Structured pose outputs:
━━━

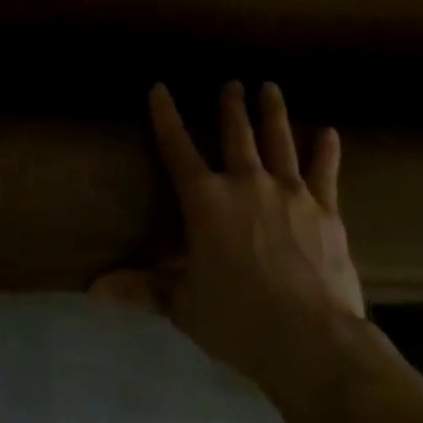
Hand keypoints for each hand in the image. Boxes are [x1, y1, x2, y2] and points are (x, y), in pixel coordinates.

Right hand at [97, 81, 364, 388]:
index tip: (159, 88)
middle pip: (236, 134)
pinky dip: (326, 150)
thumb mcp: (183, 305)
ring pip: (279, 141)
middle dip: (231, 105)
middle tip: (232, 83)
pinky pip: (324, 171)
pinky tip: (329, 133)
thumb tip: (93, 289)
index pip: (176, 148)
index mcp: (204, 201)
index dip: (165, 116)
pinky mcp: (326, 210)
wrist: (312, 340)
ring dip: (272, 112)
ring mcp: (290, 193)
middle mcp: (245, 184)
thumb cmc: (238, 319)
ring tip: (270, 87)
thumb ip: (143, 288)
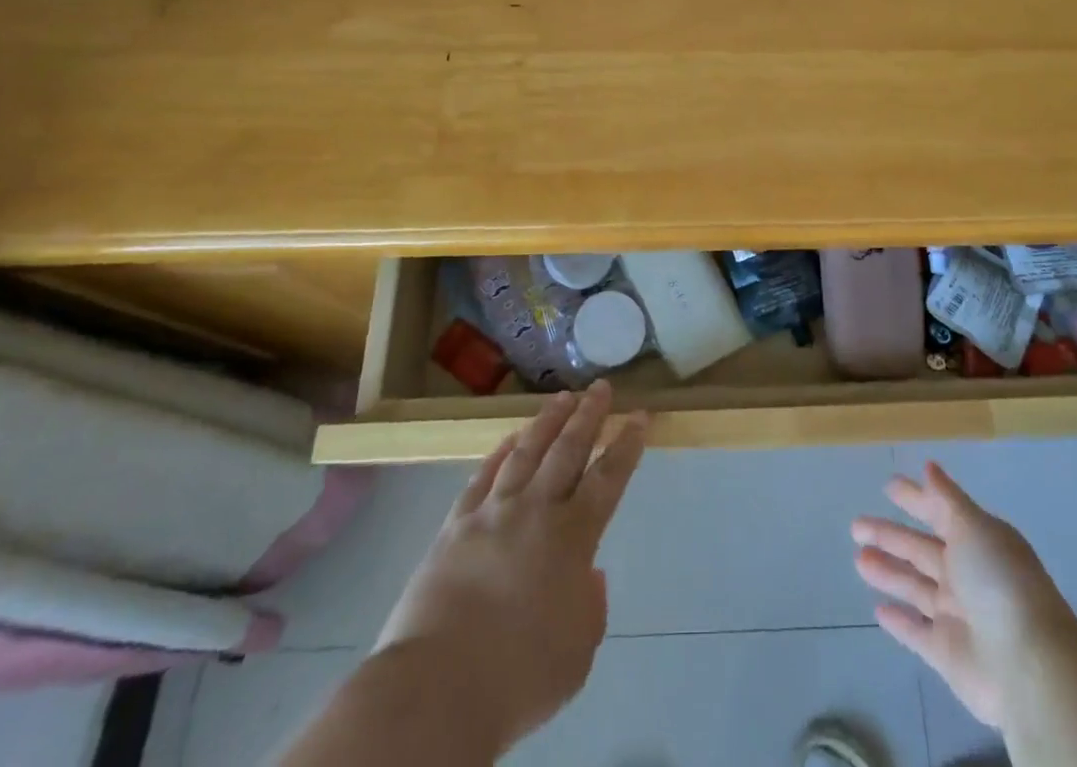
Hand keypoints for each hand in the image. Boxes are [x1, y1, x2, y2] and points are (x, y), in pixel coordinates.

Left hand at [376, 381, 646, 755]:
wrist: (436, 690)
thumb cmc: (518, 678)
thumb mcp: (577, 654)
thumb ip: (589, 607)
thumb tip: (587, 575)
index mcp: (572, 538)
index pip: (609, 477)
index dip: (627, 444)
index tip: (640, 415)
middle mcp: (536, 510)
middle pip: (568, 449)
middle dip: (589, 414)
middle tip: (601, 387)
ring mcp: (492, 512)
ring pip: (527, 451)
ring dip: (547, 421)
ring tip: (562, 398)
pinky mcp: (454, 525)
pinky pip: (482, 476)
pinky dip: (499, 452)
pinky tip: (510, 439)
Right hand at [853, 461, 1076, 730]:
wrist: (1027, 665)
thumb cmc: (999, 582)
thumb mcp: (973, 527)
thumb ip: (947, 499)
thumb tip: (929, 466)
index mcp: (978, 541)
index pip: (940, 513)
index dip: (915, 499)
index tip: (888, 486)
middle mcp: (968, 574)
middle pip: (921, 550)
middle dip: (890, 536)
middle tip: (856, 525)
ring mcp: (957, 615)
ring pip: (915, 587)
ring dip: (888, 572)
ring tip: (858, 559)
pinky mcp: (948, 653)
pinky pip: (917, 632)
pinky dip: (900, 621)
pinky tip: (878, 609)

━━━

→ What needs to be done:
Write out every line of the entries above exactly, and omit their pictures.

→ Finished task:
Hand keypoints for each hand in the image. Boxes are [x1, y1, x2, y2] and points are (x, y), in pixel coordinates.

Right hand at [97, 81, 364, 388]:
index tip: (159, 88)
middle pip: (236, 134)
pinky dip: (326, 150)
thumb mcp: (183, 305)
ring pip: (279, 141)
middle dip: (231, 105)
middle tip: (232, 83)
pinky pip: (324, 171)
pinky tip: (329, 133)
thumb tip: (93, 289)
index pip: (176, 148)
index mcp: (204, 201)
index dip: (165, 116)
pinky mcp: (326, 210)
wrist: (312, 340)
ring dip: (272, 112)
ring mcp: (290, 193)
middle mcp: (245, 184)
thumb cmc: (238, 319)
ring tip: (270, 87)
thumb ip: (143, 288)
Hand keypoints for each hand in the image. Boxes are [x1, y1, x2, y2] and points are (x, y), in pixel coordinates.

Left hand at [376, 381, 646, 755]:
wrist: (436, 690)
thumb cmc: (518, 678)
thumb mcp: (577, 654)
thumb ip: (589, 607)
thumb tip: (587, 575)
index mcp: (572, 538)
index pip: (609, 477)
index dip: (627, 444)
index tip: (640, 415)
middle mcp: (536, 510)
middle pip: (568, 449)
middle dip: (589, 414)
middle tip: (601, 387)
ring mcp: (492, 512)
ring pip: (527, 451)
ring dip: (547, 421)
ring tip: (562, 398)
pinky mcp: (454, 525)
pinky pip: (482, 476)
pinky dip: (499, 452)
pinky tip: (510, 439)
Right hand at [853, 461, 1076, 730]:
wrist: (1027, 665)
thumb cmc: (999, 582)
thumb mcp: (973, 527)
thumb ip: (947, 499)
thumb tip: (929, 466)
index mcp: (978, 541)
index pip: (940, 513)
index dip: (915, 499)
index tip: (888, 486)
middle mcp: (968, 574)
middle pip: (921, 550)
middle dip: (890, 536)
middle tip: (856, 525)
ring mcp: (957, 615)
ring pip: (915, 587)
ring dip: (888, 572)
ring tip: (858, 559)
pinky mcp: (948, 653)
pinky pip: (917, 632)
pinky dip: (900, 621)
pinky tip: (878, 609)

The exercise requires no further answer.